In the middle of all these was another teacher of sorts. But "teacher" is a bit strong to say of his role. He was, however, an excellent guide.
He didn't teach me right from wrong. That was covered. He didn't teach me how to tie my shoelaces, or to always tell the truth, or the rules of fair play. That's what parents do. I use the word "guide" because that's all he's ever done - show things to people, tell people about about times and places and people that, in many cases, never existed. Ultimately that "guide" was to somewhere inside of me, inside of each of our own minds, to a place where we knew almost anything was possible, if you imagine it. And in those places, there is good, there is evil, and there are people brave enough to believe.
He didn't teach me to be a better person, nor did he ever intend to. He only showed me perhaps the more important truth: that believing in a better world, and making a better world, is up to me. His name is George, he has a beard, and he lives somewhere in Califorina. I've never met him, nor do I think it likely. All the same, he's been a guide.
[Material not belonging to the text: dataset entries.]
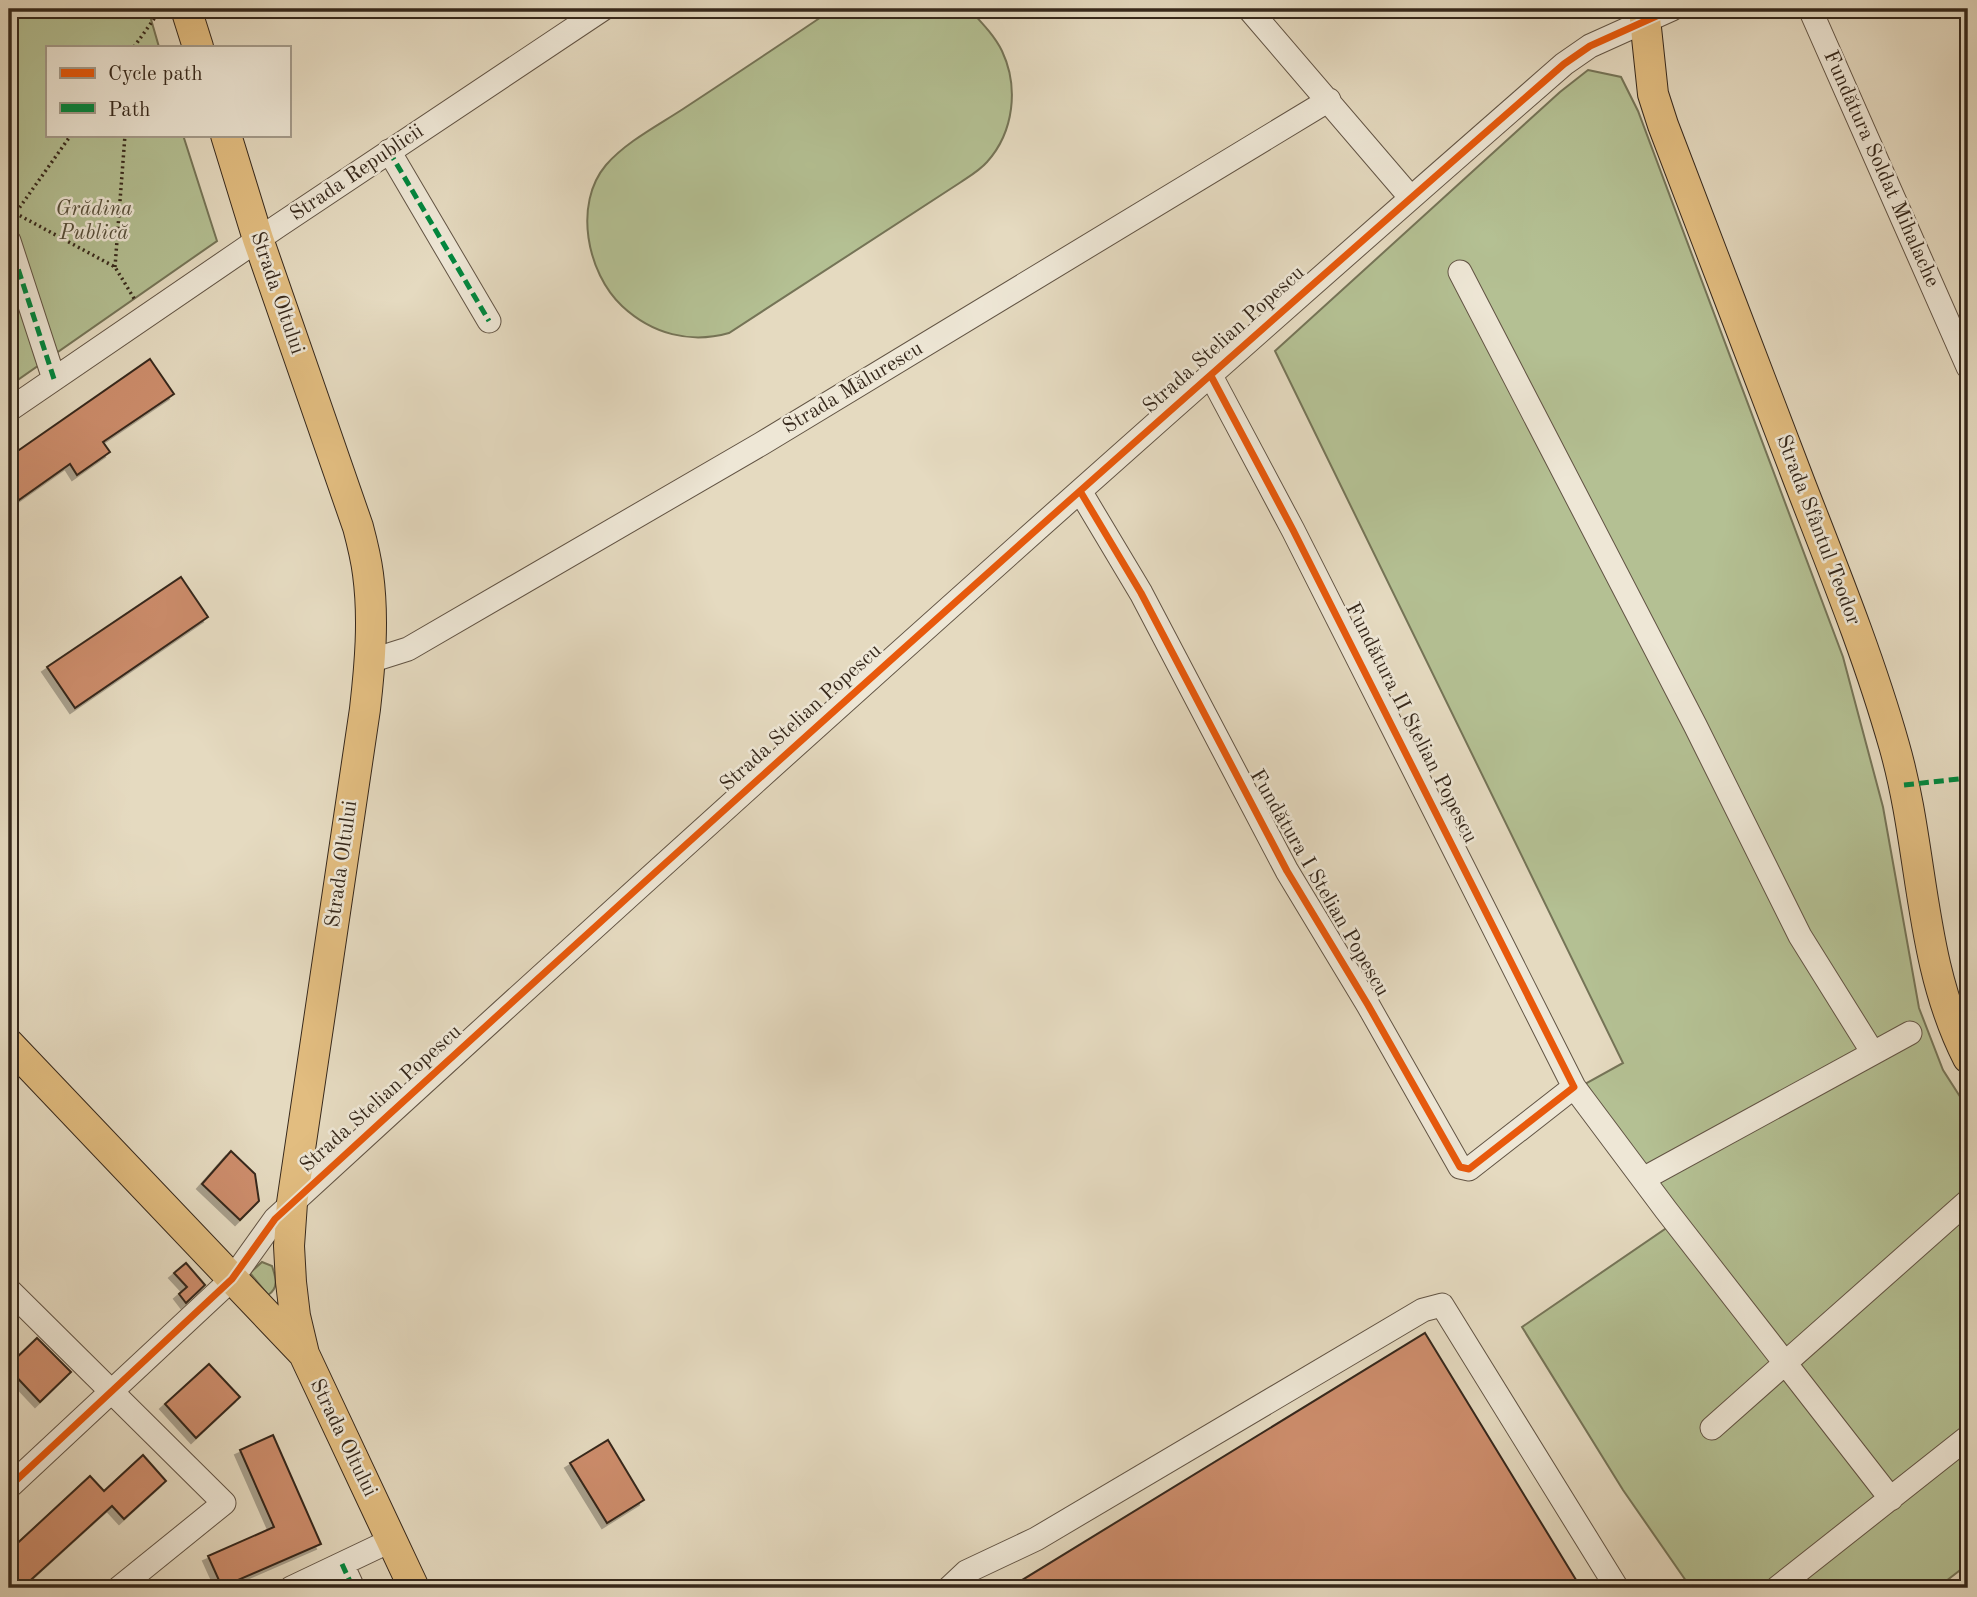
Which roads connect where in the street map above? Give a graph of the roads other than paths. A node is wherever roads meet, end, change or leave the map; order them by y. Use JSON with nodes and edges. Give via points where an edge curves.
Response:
{"nodes":[{"id":1,"x":186,"y":9,"type":"edge"},
{"id":2,"x":603,"y":9,"type":"edge"},
{"id":3,"x":1249,"y":9,"type":"edge"},
{"id":4,"x":1672,"y":9,"type":"edge"},
{"id":5,"x":1810,"y":9,"type":"edge"},
{"id":6,"x":1644,"y":16,"type":"edge"},
{"id":7,"x":198,"y":46,"type":"edge"},
{"id":8,"x":1329,"y":100,"type":"junction"},
{"id":9,"x":226,"y":136,"type":"edge"},
{"id":10,"x":389,"y":151,"type":"junction"},
{"id":11,"x":1411,"y":198,"type":"junction"},
{"id":12,"x":258,"y":239,"type":"junction"},
{"id":13,"x":9,"y":241,"type":"edge"},
{"id":14,"x":1460,"y":272,"type":"dead end"},
{"id":15,"x":489,"y":321,"type":"dead end"},
{"id":16,"x":1968,"y":367,"type":"edge"},
{"id":17,"x":1212,"y":376,"type":"junction"},
{"id":18,"x":54,"y":379,"type":"junction"},
{"id":19,"x":9,"y":410,"type":"edge"},
{"id":20,"x":1080,"y":491,"type":"junction"},
{"id":21,"x":370,"y":661,"type":"junction"},
{"id":22,"x":1910,"y":1033,"type":"dead end"},
{"id":23,"x":9,"y":1044,"type":"edge"},
{"id":24,"x":1873,"y":1053,"type":"junction"},
{"id":25,"x":1968,"y":1058,"type":"edge"},
{"id":26,"x":1574,"y":1087,"type":"junction"},
{"id":27,"x":1643,"y":1179,"type":"junction"},
{"id":28,"x":1968,"y":1201,"type":"edge"},
{"id":29,"x":292,"y":1203,"type":"junction"},
{"id":30,"x":232,"y":1279,"type":"junction"},
{"id":31,"x":9,"y":1290,"type":"edge"},
{"id":32,"x":304,"y":1354,"type":"junction"},
{"id":33,"x":1786,"y":1363,"type":"junction"},
{"id":34,"x":110,"y":1391,"type":"junction"},
{"id":35,"x":1712,"y":1428,"type":"dead end"},
{"id":36,"x":1968,"y":1437,"type":"edge"},
{"id":37,"x":9,"y":1487,"type":"edge"},
{"id":38,"x":1891,"y":1499,"type":"junction"},
{"id":39,"x":392,"y":1540,"type":"junction"},
{"id":40,"x":342,"y":1564,"type":"junction"},
{"id":41,"x":119,"y":1588,"type":"edge"},
{"id":42,"x":291,"y":1588,"type":"edge"},
{"id":43,"x":353,"y":1588,"type":"edge"},
{"id":44,"x":414,"y":1588,"type":"edge"},
{"id":45,"x":949,"y":1588,"type":"edge"},
{"id":46,"x":1617,"y":1588,"type":"edge"},
{"id":47,"x":1777,"y":1588,"type":"edge"}],
"edges":[{"from":1,"to":7,"type":"main road"},
{"from":2,"to":10,"type":"street","name":"Strada Republicii"},
{"from":3,"to":8,"type":"street"},
{"from":4,"to":6,"type":"street"},
{"from":5,"to":16,"type":"street","name":"Fundătura Soldat Mihalache"},
{"from":6,"to":11,"type":"street","name":"Strada Stelian Popescu","via":[[1564,64]]},
{"from":6,"to":25,"type":"main road","name":"Strada Sfântul Teodor","via":[[1653,94],[1663,125],[1887,720],[1904,785],[1931,950],[1951,1021]]},
{"from":8,"to":11,"type":"street"},
{"from":8,"to":21,"type":"street","name":"Strada Mălurescu","via":[[761,444],[408,649]]},
{"from":9,"to":12,"type":"main road","name":"Strada Oltului"},
{"from":10,"to":12,"type":"street","name":"Strada Republicii"},
{"from":10,"to":15,"type":"street"},
{"from":11,"to":17,"type":"street","name":"Strada Stelian Popescu"},
{"from":12,"to":18,"type":"street","name":"Strada Republicii"},
{"from":12,"to":21,"type":"main road","name":"Strada Oltului","via":[[358,527],[368,572]]},
{"from":13,"to":18,"type":"street"},
{"from":14,"to":24,"type":"street","via":[[1800,936]]},
{"from":17,"to":20,"type":"street","name":"Strada Stelian Popescu"},
{"from":17,"to":26,"type":"street","name":"Fundătura II Stelian Popescu"},
{"from":18,"to":19,"type":"street","name":"Strada Republicii"},
{"from":20,"to":26,"type":"street","name":"Fundătura I Stelian Popescu","via":[[1141,593],[1287,871],[1460,1167],[1469,1169]]},
{"from":20,"to":29,"type":"street","name":"Strada Stelian Popescu"},
{"from":21,"to":29,"type":"main road","name":"Strada Oltului"},
{"from":22,"to":24,"type":"street"},
{"from":23,"to":30,"type":"main road"},
{"from":24,"to":27,"type":"street"},
{"from":26,"to":27,"type":"street","name":"Fundătura II Stelian Popescu"},
{"from":27,"to":33,"type":"street","name":"Fundătura II Stelian Popescu"},
{"from":28,"to":33,"type":"street"},
{"from":29,"to":30,"type":"street","name":"Strada Stelian Popescu","via":[[264,1231]]},
{"from":29,"to":32,"type":"main road","name":"Strada Oltului","via":[[290,1282]]},
{"from":30,"to":32,"type":"main road"},
{"from":30,"to":34,"type":"street","name":"Strada Stelian Popescu"},
{"from":31,"to":34,"type":"street"},
{"from":32,"to":39,"type":"main road","name":"Strada Oltului"},
{"from":33,"to":35,"type":"street"},
{"from":33,"to":38,"type":"street","name":"Fundătura II Stelian Popescu"},
{"from":34,"to":37,"type":"street","name":"Strada Stelian Popescu"},
{"from":34,"to":41,"type":"street","via":[[225,1503]]},
{"from":36,"to":38,"type":"street"},
{"from":38,"to":47,"type":"street"},
{"from":39,"to":40,"type":"street"},
{"from":39,"to":44,"type":"main road","name":"Strada Oltului"},
{"from":40,"to":42,"type":"street"},
{"from":40,"to":43,"type":"street"},
{"from":45,"to":46,"type":"street","via":[[966,1572],[1036,1539],[1423,1310],[1442,1305]]}]}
These are not the only people I have learned from, either from afar or nearby, and there will be many more. The lessons of my youth were compounded, shaped, guided, sometimes twitsted, sometimes fortified by many people; some I knew, some I admired, some I aspired to be. But perhaps the most important truth I could share is what this particular trio taught me: That the world is your oyster, and you have to work to get the pearl. But you'll only find it if you can first imagine it.
Happy Mothers Day to my two mothers, and Happy Birthday to a visionary. :0) Thanks for showing me the way.